WORK ORDER
Only the lines holding the string "paths" are needed; copy each of them from the data.
----
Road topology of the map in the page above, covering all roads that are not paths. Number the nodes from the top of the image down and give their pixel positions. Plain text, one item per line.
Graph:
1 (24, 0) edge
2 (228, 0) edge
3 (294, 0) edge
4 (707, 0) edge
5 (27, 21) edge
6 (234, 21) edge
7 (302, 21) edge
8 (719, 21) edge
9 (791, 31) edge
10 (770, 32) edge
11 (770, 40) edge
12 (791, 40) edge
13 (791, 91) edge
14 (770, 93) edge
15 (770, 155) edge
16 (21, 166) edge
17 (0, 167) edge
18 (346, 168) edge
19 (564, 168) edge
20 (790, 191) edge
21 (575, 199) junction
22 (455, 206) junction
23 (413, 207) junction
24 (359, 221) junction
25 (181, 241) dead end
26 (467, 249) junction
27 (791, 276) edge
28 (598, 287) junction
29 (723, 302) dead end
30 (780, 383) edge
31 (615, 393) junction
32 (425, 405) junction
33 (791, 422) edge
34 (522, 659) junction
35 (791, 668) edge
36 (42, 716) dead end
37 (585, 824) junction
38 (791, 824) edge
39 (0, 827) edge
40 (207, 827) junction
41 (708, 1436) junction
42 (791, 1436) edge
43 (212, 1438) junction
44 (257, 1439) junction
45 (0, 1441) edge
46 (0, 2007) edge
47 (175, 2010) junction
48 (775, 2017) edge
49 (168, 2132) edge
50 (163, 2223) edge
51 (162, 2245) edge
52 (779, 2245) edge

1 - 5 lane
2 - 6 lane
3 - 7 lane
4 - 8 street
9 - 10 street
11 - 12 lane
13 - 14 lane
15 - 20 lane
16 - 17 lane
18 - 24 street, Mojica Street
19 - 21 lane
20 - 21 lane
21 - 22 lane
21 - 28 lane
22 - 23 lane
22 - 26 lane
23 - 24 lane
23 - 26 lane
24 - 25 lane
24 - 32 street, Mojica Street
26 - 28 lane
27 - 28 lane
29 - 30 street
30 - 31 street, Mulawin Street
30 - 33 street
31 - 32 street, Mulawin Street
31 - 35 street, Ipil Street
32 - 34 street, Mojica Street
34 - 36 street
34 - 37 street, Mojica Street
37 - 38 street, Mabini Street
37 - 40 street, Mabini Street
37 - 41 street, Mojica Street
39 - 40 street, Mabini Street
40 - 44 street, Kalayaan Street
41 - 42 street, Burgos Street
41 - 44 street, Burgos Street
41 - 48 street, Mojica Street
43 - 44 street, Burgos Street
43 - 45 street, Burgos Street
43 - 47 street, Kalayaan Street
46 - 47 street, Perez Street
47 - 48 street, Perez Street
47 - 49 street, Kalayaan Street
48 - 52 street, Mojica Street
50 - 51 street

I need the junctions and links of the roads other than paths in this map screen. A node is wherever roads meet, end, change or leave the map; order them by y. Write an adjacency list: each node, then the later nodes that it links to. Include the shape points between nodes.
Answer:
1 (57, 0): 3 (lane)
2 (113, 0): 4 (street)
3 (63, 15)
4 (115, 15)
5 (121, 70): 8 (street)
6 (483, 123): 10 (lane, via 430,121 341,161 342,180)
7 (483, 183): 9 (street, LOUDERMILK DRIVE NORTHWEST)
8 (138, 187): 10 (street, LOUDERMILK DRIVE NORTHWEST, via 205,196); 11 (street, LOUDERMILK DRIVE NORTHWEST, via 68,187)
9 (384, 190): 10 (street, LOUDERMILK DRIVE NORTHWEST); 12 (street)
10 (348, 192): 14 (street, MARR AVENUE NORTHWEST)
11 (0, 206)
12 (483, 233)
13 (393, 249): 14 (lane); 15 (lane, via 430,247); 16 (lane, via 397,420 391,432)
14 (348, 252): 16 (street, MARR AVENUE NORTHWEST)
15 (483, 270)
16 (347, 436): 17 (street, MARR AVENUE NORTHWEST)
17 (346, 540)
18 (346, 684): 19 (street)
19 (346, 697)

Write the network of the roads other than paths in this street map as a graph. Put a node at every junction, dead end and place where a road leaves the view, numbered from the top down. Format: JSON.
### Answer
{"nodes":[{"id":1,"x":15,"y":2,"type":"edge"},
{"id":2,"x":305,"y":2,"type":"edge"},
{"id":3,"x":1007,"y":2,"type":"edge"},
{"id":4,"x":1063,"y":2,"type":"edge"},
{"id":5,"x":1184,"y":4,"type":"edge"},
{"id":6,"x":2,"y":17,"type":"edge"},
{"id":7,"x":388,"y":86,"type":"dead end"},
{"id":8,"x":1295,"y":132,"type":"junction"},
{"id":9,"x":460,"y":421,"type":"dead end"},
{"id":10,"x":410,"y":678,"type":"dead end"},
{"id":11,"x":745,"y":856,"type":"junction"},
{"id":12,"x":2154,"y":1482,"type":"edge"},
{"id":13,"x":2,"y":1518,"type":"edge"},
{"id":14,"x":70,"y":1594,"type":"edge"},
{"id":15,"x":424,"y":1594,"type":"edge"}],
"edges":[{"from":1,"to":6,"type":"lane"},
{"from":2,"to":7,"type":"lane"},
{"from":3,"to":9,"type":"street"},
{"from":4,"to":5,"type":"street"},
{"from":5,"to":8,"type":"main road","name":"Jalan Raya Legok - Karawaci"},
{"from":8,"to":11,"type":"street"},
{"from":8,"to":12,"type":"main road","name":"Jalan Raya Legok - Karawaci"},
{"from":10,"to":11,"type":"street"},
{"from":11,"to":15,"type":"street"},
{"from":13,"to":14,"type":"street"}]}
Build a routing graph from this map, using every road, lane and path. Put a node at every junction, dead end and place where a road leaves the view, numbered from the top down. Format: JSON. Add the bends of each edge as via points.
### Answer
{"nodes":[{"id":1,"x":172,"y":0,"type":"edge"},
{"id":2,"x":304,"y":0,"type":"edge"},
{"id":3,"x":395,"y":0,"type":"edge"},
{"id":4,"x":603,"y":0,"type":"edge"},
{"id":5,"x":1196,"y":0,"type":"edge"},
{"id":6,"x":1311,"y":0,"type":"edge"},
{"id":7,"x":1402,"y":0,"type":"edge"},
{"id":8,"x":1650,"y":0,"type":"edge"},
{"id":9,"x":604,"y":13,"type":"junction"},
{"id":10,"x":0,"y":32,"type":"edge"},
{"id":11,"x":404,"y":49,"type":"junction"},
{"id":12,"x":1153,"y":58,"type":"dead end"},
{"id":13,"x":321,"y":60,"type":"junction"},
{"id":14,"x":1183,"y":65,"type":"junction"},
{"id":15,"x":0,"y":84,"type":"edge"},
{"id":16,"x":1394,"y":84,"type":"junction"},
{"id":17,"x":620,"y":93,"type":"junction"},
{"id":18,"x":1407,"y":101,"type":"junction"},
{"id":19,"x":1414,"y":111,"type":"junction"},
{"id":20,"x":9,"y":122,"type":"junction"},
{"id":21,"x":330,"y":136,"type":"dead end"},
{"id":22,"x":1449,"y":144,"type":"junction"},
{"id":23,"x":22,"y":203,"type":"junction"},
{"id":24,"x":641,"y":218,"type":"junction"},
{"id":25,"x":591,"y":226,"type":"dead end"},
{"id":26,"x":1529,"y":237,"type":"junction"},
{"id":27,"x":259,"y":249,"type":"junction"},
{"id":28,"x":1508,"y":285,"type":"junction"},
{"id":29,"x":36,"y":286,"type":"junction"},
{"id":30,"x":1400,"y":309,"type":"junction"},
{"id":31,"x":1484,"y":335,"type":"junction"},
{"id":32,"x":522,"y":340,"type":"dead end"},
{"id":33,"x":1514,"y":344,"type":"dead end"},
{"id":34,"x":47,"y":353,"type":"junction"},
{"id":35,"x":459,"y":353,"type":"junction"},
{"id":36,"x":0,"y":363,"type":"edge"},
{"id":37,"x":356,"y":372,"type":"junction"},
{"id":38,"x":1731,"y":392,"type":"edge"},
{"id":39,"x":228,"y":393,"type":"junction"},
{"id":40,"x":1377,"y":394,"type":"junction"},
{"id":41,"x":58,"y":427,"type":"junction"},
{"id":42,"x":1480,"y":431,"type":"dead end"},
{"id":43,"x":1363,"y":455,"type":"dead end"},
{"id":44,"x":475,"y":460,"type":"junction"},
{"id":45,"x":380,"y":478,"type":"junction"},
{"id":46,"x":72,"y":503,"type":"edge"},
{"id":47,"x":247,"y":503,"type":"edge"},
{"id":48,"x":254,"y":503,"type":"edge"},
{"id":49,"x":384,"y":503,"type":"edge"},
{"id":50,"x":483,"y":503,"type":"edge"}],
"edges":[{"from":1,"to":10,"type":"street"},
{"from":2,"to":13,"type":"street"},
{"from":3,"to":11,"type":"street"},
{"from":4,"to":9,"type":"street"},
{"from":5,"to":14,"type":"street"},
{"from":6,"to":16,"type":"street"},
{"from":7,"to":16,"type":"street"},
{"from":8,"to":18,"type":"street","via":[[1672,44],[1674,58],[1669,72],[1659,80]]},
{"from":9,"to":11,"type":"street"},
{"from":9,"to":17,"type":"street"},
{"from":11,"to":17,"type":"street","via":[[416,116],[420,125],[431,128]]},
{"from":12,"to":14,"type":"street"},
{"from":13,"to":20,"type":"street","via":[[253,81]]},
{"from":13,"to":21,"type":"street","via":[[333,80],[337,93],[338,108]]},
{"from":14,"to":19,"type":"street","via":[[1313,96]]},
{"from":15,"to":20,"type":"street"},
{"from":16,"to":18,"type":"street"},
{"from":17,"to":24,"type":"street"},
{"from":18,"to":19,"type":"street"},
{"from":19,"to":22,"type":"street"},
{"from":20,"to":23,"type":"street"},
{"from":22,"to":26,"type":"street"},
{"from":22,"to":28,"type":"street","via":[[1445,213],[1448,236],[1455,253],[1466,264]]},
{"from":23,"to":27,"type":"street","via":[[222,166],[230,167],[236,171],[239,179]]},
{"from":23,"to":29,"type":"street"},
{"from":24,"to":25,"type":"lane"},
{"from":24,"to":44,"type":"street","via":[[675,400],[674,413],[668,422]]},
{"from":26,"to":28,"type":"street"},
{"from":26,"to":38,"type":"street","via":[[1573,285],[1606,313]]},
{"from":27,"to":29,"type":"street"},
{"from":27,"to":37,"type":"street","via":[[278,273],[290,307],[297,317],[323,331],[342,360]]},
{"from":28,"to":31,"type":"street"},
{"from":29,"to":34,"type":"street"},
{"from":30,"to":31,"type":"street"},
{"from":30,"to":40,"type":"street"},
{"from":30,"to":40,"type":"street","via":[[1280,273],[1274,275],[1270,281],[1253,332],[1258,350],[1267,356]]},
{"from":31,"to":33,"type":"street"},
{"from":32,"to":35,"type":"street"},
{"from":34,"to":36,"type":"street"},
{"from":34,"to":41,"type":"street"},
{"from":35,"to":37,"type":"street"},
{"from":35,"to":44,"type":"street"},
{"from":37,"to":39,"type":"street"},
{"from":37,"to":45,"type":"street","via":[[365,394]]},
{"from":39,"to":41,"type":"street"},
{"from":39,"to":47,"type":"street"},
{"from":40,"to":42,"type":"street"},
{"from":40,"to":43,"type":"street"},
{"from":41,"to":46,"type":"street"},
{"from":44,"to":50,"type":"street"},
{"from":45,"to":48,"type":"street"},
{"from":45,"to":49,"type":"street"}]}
----
COMPLETED TASK
Road topology of the map in the page above, covering all roads that are not paths. Number the nodes from the top of the image down and give their pixel positions. Plain text, one item per line.
I need the junctions and links of the roads other than paths in this map screen. A node is wherever roads meet, end, change or leave the map; order them by y. Write an adjacency list: each node, then the later nodes that it links to. Include the shape points between nodes.
Write the network of the roads other than paths in this street map as a graph. Put a node at every junction, dead end and place where a road leaves the view, numbered from the top down. Format: JSON.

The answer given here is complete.